Search the data for the string "paths", and report each line where it is found.

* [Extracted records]
---

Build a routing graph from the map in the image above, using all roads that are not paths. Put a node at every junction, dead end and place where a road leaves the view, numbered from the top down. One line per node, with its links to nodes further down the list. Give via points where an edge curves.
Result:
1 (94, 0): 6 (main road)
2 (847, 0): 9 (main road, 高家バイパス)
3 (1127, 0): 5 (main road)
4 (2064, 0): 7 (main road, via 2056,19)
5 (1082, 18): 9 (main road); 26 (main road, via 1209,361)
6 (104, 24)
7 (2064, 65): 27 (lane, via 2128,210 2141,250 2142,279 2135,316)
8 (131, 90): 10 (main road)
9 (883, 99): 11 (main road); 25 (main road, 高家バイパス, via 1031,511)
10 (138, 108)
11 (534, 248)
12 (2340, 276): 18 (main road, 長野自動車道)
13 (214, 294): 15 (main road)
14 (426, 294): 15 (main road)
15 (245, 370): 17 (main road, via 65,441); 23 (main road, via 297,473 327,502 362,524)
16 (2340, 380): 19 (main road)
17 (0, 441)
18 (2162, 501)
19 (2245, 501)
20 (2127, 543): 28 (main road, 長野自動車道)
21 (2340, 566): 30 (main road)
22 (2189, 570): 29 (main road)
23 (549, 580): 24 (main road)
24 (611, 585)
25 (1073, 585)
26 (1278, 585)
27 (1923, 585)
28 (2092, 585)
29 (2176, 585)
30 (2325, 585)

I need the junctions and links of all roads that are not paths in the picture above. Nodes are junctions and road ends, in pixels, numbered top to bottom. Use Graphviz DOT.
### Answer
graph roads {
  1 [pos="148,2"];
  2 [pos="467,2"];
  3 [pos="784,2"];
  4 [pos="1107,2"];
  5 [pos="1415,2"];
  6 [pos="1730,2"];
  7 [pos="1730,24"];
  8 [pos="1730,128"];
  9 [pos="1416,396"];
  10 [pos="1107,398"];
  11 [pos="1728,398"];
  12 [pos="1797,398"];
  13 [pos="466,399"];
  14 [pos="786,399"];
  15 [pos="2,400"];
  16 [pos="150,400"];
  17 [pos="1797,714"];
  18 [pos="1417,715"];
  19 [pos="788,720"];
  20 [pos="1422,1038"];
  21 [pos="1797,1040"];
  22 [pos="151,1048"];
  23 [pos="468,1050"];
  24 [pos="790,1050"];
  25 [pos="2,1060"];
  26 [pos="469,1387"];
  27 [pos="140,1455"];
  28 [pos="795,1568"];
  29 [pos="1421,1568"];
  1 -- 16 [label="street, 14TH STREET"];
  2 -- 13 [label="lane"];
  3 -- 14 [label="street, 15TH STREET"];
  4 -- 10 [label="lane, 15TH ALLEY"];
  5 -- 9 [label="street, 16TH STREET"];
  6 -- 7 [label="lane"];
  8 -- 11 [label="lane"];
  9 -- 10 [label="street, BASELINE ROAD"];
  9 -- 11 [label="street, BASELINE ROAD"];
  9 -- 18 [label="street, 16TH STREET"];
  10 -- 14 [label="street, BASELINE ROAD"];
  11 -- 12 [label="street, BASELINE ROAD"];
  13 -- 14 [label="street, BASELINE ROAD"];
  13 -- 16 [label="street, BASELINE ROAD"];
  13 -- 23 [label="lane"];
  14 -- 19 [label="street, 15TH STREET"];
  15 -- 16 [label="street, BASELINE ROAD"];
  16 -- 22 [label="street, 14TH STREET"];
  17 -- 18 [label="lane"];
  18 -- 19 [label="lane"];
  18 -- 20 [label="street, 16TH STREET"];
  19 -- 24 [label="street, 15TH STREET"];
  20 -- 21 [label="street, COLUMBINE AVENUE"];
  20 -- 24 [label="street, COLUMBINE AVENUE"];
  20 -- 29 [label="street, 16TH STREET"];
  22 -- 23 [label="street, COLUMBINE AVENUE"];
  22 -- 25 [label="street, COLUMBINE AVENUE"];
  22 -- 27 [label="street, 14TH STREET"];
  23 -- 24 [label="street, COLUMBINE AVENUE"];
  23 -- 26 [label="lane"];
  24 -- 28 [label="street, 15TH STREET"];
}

---

* [Answer to this exercise]
Build a routing graph from the map in the image above, using all roads that are not paths. Put a node at every junction, dead end and place where a road leaves the view, numbered from the top down. One line per node, with its links to nodes further down the list. Give via points where an edge curves.
I need the junctions and links of all roads that are not paths in the picture above. Nodes are junctions and road ends, in pixels, numbered top to bottom. Use Graphviz DOT.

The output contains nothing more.